Instructions to follow: What lines of the data hold the string "edges"? Pull each one out.

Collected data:
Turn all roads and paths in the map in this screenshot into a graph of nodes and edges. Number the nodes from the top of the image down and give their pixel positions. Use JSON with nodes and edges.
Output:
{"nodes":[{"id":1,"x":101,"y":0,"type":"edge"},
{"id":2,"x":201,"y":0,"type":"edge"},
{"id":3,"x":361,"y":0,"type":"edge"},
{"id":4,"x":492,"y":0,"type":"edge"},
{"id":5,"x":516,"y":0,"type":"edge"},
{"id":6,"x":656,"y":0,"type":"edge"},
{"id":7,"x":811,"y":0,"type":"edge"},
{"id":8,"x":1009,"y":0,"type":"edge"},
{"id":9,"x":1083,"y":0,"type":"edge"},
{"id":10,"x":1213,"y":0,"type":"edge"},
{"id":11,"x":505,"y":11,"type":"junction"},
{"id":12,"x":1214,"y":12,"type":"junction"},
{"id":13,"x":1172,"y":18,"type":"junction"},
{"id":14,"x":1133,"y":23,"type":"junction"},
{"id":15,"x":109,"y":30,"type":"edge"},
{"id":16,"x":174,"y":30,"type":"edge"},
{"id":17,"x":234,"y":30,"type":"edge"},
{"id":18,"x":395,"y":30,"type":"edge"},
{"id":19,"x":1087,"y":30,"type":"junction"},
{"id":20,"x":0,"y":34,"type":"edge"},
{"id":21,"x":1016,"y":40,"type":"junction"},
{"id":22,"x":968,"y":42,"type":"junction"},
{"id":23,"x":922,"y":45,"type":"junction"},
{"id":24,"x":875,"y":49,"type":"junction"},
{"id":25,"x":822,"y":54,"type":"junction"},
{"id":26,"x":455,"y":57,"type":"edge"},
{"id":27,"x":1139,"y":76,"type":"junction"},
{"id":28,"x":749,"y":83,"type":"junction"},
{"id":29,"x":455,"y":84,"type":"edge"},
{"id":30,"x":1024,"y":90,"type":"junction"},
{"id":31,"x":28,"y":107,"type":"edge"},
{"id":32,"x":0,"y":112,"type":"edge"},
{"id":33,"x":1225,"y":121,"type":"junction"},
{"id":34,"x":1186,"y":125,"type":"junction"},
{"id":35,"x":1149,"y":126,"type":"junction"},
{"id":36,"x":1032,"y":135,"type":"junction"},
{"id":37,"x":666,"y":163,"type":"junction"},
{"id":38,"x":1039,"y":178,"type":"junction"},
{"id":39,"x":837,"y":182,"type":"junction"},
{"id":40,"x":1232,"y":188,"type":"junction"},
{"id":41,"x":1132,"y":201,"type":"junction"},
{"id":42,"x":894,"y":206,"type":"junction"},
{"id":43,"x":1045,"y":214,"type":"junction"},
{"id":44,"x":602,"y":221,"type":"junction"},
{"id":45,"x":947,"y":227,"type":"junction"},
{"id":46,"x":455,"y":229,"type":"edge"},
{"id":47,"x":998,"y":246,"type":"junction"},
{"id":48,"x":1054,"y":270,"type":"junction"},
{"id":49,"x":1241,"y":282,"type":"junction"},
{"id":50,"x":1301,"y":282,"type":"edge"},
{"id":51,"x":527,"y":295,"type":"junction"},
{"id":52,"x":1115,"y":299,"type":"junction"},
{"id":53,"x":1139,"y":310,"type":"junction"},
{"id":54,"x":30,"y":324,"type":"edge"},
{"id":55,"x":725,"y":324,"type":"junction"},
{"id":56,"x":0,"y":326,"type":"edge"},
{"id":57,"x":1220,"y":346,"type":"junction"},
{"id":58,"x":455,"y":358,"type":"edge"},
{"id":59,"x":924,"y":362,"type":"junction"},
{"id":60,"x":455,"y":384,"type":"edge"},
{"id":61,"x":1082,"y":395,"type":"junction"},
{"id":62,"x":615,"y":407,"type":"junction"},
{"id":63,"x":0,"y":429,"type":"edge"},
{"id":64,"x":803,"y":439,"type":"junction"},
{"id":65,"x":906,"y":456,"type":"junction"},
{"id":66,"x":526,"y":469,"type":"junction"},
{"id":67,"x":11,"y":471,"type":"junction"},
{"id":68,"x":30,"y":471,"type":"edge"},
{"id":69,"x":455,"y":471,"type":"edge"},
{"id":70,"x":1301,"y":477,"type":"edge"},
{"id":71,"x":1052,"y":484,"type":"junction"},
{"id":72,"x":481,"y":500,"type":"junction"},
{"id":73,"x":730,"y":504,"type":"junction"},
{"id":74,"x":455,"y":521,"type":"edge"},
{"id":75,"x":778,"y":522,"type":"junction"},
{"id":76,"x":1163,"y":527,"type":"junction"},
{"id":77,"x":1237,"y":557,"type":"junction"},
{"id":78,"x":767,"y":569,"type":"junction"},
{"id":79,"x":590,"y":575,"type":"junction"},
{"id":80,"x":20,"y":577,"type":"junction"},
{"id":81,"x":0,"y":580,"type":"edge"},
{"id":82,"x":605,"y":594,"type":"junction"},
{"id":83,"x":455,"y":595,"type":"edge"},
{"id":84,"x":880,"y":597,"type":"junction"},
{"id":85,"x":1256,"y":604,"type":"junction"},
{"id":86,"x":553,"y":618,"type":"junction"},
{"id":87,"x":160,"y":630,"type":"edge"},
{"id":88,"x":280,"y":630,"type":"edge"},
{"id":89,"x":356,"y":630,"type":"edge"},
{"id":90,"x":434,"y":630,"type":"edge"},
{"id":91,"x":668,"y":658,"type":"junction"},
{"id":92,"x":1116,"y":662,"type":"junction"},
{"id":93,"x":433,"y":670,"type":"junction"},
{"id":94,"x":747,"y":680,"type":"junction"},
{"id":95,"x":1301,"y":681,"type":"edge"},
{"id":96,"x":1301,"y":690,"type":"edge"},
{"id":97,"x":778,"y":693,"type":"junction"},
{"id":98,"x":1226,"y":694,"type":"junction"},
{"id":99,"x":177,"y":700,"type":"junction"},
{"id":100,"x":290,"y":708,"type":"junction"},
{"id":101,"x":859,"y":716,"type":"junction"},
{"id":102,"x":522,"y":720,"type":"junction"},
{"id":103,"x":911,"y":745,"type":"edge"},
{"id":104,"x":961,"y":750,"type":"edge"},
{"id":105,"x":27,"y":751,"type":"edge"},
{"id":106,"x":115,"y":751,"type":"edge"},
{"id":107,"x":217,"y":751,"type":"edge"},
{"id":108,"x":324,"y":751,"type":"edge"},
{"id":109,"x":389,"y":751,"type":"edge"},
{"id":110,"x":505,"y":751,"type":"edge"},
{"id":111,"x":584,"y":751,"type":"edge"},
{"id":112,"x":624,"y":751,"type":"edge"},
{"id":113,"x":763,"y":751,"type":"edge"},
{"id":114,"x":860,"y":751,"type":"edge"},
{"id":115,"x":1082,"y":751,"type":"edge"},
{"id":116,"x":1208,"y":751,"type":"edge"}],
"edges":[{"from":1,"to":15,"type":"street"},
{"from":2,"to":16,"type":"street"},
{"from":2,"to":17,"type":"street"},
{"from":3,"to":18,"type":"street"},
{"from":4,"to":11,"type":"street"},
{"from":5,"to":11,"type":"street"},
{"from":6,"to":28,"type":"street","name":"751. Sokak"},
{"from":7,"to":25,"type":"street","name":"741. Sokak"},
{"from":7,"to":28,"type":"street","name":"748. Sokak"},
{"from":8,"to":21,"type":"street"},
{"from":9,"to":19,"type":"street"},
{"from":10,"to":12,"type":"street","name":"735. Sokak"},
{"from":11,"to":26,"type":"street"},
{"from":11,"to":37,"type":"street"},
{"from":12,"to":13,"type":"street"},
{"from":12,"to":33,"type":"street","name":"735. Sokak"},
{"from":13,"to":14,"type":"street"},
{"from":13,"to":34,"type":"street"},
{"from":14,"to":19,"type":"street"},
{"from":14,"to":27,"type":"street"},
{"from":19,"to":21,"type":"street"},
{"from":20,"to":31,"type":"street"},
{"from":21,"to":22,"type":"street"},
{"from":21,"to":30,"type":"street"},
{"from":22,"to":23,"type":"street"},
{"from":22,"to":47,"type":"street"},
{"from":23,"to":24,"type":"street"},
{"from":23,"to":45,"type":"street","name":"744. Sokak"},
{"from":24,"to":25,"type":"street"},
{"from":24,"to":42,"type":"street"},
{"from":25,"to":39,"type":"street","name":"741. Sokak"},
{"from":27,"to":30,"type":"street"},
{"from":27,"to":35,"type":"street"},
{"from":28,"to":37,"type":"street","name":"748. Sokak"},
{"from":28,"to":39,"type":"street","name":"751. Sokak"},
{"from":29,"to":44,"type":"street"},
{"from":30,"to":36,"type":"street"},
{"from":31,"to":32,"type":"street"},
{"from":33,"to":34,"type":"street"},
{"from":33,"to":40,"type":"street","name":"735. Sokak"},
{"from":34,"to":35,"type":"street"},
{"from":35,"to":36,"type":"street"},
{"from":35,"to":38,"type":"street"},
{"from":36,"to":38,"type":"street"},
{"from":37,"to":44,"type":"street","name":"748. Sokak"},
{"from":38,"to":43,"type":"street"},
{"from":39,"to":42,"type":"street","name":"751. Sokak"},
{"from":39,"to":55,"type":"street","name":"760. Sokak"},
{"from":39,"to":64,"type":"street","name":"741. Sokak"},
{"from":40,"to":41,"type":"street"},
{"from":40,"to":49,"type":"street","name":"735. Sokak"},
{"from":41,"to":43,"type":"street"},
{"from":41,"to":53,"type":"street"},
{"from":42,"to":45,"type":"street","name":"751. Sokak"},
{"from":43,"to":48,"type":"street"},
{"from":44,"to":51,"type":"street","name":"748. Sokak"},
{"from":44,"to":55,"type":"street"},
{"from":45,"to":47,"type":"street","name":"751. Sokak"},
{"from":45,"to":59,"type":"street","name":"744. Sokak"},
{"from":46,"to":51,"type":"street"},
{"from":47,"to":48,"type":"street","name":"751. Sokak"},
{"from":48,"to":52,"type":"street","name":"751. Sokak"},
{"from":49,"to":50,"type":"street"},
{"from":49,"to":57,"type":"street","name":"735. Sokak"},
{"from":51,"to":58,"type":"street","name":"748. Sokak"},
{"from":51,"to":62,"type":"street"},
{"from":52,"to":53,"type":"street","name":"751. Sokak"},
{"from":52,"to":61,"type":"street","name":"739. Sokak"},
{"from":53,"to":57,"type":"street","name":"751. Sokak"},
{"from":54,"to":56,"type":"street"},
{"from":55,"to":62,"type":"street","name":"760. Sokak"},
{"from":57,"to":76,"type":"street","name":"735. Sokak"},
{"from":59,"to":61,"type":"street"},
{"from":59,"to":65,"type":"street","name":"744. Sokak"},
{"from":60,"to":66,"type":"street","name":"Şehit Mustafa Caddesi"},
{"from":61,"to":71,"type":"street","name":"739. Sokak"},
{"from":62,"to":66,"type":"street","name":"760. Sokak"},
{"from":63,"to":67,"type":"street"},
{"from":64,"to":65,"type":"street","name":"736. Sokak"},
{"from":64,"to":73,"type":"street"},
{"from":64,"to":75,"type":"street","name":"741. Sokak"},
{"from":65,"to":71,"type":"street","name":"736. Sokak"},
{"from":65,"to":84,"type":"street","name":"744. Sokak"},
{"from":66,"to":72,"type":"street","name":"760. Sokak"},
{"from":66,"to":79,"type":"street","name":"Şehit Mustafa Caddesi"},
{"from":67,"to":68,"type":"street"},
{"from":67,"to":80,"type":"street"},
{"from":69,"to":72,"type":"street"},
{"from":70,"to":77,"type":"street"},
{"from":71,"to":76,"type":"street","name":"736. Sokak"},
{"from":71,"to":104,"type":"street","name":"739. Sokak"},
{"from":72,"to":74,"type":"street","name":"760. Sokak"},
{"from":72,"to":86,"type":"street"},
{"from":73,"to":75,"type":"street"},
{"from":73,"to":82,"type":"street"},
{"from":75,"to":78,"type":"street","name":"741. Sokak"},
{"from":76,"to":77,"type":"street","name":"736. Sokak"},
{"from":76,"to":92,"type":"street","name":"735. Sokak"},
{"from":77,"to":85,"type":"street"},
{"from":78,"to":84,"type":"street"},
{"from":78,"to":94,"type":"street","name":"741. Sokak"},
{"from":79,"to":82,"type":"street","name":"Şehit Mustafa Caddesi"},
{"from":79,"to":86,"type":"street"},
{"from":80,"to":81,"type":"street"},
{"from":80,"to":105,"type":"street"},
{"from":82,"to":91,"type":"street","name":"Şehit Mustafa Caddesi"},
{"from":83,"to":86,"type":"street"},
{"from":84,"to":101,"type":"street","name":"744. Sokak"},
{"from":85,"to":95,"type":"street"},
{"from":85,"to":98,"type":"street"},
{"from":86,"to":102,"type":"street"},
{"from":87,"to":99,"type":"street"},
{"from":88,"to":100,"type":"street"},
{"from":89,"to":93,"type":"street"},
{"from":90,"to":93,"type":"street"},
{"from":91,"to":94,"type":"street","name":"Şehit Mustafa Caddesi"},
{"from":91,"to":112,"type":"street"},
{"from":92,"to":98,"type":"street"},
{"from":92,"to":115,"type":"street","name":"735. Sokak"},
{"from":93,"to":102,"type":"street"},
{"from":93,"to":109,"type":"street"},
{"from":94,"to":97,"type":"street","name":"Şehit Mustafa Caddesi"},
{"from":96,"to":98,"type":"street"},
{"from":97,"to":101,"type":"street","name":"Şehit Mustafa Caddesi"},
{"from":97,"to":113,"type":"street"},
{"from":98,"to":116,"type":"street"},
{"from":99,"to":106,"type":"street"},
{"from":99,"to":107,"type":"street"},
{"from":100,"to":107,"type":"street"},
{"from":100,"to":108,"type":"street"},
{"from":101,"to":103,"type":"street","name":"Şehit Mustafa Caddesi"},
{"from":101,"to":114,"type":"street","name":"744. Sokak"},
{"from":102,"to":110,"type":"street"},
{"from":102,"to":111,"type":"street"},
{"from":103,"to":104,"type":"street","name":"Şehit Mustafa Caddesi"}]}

Exercise output:
Turn all roads and paths in the map in this screenshot into a graph of nodes and edges. Number the nodes from the top of the image down and give their pixel positions. Use JSON with nodes and edges.
"edges":[{"from":1,"to":15,"type":"street"},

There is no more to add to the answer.